- INPUT RECORDS:
■ ■ ■ ■

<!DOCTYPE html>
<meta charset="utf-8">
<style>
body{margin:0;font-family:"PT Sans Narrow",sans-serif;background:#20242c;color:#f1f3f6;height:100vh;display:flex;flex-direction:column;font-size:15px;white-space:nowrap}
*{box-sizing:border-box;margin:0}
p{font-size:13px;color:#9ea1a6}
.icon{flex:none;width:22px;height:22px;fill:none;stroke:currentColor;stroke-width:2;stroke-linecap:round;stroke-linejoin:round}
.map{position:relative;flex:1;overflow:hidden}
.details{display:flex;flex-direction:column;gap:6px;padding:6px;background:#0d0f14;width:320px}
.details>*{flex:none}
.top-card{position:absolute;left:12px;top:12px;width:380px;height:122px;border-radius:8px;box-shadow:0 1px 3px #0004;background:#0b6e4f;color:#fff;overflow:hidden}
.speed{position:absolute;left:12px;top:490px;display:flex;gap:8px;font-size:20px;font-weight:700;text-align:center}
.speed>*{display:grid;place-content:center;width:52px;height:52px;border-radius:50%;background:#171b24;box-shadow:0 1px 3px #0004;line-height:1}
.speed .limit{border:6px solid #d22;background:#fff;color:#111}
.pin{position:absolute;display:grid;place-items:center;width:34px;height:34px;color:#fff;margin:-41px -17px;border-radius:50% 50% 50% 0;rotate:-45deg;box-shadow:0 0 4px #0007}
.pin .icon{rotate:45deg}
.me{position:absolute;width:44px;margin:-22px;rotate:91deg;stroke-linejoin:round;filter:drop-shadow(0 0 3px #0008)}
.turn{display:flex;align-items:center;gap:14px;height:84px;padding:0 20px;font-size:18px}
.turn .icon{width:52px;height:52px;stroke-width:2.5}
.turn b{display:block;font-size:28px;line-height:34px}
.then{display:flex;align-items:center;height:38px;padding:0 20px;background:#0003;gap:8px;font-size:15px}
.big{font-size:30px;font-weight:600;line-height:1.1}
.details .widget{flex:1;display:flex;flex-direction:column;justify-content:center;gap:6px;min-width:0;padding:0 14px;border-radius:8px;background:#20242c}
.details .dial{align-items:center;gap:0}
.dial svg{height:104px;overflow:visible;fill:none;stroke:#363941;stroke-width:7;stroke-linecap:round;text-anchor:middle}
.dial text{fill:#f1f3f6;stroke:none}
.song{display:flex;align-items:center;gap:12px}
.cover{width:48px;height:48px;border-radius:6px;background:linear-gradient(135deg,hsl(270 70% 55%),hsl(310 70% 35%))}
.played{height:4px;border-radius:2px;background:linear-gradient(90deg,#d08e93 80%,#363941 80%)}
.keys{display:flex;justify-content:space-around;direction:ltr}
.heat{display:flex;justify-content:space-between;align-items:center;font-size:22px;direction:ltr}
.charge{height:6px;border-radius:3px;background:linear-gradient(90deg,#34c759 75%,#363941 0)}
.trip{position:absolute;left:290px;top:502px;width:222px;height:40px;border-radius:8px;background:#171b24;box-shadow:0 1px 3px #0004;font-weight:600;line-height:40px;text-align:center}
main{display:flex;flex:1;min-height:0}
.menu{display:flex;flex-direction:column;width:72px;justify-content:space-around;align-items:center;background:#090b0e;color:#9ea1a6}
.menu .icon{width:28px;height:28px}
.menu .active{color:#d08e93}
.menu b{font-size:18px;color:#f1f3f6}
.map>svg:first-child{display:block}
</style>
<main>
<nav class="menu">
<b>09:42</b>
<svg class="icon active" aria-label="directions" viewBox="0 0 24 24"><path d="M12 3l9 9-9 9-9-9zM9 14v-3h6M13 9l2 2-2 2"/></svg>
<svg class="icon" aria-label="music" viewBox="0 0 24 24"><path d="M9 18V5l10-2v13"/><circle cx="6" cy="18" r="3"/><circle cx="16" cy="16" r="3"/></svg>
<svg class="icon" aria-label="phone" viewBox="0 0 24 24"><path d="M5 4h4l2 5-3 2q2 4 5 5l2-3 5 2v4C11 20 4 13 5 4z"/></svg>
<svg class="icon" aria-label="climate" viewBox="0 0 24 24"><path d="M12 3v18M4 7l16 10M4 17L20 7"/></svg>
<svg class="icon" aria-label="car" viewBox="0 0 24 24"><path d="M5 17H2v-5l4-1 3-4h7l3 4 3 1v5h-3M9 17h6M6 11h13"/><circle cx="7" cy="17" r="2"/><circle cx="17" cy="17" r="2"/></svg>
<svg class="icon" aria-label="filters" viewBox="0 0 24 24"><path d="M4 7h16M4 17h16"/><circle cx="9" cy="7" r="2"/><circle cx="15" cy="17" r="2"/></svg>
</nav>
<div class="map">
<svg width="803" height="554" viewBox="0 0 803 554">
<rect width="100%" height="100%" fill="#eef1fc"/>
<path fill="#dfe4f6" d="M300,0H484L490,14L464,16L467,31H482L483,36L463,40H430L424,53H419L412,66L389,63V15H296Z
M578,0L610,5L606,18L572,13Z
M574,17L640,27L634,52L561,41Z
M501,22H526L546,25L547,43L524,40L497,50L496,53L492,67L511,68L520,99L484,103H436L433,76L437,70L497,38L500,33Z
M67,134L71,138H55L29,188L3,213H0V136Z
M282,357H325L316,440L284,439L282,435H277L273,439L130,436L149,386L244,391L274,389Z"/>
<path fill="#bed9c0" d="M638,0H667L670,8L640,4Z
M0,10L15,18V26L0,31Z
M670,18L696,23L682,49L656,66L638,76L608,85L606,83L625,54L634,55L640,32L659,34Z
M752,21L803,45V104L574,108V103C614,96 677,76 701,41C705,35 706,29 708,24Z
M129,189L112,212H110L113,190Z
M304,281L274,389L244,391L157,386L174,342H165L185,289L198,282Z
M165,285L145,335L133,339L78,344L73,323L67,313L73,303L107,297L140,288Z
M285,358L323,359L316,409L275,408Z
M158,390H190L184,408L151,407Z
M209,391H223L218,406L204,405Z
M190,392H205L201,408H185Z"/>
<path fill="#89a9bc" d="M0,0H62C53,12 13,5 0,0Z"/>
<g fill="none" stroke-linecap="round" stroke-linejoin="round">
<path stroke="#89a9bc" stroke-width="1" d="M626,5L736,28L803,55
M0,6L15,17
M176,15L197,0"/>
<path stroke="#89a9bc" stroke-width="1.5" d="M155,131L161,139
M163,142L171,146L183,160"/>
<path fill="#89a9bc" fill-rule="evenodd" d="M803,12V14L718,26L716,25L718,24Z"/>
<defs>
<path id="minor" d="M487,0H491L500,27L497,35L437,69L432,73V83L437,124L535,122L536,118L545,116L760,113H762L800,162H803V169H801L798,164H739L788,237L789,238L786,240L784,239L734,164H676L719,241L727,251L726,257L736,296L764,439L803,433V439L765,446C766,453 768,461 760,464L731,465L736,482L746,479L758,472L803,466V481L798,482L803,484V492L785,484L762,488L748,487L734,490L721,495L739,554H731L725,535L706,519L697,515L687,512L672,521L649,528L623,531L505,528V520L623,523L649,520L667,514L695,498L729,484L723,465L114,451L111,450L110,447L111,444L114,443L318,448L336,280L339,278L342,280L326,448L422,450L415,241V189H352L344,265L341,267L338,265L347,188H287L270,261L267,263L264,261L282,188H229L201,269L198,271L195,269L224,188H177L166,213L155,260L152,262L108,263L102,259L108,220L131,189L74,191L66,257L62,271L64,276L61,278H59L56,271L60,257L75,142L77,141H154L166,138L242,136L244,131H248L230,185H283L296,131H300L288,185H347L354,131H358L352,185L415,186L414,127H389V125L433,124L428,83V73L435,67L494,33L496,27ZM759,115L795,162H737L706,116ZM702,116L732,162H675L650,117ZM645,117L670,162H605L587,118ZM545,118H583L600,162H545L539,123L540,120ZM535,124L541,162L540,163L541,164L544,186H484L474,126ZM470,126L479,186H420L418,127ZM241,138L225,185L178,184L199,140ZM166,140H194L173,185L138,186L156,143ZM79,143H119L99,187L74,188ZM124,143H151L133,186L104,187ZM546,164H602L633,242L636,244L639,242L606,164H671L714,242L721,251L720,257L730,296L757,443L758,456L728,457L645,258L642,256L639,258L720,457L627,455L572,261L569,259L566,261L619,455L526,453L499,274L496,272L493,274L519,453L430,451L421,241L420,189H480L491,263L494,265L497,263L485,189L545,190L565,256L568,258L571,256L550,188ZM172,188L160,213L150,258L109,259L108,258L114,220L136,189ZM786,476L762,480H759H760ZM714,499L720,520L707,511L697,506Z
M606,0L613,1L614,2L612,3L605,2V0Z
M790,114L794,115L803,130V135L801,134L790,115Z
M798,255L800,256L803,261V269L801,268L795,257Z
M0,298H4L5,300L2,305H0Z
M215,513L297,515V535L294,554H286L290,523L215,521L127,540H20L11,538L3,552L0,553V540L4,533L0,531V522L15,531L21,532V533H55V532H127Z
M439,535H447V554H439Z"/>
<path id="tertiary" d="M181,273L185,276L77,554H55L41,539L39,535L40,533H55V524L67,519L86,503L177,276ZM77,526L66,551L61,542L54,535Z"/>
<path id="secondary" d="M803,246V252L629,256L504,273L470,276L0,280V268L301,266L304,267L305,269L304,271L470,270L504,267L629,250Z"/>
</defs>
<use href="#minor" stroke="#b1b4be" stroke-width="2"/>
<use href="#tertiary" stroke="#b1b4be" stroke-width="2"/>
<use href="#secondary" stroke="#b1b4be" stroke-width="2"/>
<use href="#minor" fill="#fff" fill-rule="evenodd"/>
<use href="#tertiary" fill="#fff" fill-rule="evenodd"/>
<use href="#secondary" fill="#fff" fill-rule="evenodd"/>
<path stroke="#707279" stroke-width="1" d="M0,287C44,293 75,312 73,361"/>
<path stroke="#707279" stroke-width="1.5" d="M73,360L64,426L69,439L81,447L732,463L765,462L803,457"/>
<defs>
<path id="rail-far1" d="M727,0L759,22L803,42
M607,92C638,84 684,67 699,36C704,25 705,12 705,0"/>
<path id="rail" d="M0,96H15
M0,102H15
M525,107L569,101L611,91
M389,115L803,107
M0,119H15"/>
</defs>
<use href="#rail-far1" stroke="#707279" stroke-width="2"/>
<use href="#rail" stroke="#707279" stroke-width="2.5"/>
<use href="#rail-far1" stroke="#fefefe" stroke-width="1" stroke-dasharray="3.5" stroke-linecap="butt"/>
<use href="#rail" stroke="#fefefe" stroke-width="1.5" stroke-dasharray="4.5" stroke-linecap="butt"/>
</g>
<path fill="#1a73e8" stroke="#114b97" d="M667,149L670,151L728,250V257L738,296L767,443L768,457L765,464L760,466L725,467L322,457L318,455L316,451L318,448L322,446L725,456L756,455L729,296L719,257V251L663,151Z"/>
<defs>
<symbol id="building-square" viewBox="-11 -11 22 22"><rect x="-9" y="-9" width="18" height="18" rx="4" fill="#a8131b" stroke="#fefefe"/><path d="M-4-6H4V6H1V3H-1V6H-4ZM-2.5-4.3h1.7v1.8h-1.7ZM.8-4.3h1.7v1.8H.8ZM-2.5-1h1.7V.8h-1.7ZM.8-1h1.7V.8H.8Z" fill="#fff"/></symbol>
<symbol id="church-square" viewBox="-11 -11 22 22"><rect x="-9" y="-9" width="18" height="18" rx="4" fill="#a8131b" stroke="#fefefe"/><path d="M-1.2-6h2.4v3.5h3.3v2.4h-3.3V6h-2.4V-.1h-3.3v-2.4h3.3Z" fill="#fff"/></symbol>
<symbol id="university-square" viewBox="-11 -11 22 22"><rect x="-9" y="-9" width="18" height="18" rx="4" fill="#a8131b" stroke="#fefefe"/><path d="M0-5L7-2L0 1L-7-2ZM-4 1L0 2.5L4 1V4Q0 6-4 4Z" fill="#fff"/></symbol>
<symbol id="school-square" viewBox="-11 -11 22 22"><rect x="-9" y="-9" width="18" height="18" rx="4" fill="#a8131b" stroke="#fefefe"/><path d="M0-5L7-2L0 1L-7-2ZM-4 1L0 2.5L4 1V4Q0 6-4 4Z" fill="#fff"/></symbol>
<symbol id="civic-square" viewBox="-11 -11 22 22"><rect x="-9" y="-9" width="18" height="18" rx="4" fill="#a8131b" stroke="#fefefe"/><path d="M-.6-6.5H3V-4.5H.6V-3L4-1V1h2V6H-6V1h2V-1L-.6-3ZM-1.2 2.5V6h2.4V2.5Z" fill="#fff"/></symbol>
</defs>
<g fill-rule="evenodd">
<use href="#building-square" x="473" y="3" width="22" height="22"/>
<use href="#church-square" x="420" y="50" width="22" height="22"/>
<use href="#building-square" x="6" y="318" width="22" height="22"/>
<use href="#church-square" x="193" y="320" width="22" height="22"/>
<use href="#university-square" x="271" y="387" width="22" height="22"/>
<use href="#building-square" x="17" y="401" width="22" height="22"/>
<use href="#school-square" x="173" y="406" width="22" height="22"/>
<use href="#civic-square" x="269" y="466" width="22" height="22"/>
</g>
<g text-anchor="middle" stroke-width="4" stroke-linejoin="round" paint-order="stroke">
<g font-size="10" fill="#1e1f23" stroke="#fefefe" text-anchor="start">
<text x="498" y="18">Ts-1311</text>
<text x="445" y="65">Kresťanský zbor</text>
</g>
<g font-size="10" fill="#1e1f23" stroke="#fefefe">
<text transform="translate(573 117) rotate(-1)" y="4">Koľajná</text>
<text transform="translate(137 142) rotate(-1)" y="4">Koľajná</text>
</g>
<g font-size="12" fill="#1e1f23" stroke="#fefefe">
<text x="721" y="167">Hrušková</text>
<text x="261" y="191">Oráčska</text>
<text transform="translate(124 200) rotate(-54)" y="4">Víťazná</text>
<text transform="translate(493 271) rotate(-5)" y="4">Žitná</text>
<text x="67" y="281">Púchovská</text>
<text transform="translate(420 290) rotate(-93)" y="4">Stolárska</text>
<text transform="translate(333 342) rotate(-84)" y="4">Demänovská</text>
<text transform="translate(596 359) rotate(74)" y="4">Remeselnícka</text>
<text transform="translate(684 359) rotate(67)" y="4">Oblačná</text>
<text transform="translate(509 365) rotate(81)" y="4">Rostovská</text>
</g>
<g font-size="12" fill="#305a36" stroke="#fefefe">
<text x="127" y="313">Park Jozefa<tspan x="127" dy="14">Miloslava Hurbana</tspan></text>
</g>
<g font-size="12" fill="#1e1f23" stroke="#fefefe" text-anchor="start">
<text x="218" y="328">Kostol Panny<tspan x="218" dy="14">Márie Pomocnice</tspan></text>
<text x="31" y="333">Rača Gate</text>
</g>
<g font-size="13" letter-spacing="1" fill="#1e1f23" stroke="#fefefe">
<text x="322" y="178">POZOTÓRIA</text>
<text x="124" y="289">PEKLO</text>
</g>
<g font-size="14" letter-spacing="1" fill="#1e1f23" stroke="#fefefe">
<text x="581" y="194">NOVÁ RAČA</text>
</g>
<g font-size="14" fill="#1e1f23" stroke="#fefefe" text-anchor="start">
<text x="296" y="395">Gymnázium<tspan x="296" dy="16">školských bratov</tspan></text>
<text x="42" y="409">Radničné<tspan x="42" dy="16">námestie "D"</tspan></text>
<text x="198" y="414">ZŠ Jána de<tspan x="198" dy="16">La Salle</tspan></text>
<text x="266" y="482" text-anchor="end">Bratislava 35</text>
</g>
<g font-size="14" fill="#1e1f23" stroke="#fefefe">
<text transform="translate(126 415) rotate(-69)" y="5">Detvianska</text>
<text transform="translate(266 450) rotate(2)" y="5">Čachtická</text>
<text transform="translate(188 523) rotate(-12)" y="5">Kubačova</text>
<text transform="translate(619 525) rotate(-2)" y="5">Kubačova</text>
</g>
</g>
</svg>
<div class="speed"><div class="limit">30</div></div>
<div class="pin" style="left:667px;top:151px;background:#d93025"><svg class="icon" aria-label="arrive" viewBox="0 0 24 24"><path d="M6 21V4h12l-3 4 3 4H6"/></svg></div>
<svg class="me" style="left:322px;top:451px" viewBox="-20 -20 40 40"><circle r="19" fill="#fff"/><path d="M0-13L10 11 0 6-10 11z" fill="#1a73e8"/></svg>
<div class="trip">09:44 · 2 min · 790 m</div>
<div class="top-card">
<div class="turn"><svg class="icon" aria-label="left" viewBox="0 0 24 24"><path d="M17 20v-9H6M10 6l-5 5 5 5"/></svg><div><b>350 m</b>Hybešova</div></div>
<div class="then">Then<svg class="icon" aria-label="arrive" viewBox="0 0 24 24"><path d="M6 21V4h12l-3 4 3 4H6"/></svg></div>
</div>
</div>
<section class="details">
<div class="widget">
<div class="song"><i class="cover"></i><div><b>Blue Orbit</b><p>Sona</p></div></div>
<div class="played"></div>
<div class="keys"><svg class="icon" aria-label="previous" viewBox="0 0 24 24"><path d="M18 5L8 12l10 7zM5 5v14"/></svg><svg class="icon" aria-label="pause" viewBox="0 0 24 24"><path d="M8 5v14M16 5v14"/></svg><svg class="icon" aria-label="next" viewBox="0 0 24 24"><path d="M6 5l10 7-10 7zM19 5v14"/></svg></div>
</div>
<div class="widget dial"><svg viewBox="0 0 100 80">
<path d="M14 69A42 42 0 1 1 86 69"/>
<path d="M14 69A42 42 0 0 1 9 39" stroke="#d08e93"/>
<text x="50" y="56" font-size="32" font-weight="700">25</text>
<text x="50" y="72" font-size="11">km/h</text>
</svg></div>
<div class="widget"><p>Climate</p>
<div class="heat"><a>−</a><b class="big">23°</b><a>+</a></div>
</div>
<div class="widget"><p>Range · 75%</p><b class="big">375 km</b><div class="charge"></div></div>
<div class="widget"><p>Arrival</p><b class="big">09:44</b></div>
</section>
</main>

■ ■ ■ ■

- TASK TO COMPLETE: Search the listing above for the string "position" and return each line it appears on.

- RESULT OF THIS TASK:
.map{position:relative;flex:1;overflow:hidden}
.top-card{position:absolute;left:12px;top:12px;width:380px;height:122px;border-radius:8px;box-shadow:0 1px 3px #0004;background:#0b6e4f;color:#fff;overflow:hidden}
.speed{position:absolute;left:12px;top:490px;display:flex;gap:8px;font-size:20px;font-weight:700;text-align:center}
.pin{position:absolute;display:grid;place-items:center;width:34px;height:34px;color:#fff;margin:-41px -17px;border-radius:50% 50% 50% 0;rotate:-45deg;box-shadow:0 0 4px #0007}
.me{position:absolute;width:44px;margin:-22px;rotate:91deg;stroke-linejoin:round;filter:drop-shadow(0 0 3px #0008)}
.trip{position:absolute;left:290px;top:502px;width:222px;height:40px;border-radius:8px;background:#171b24;box-shadow:0 1px 3px #0004;font-weight:600;line-height:40px;text-align:center}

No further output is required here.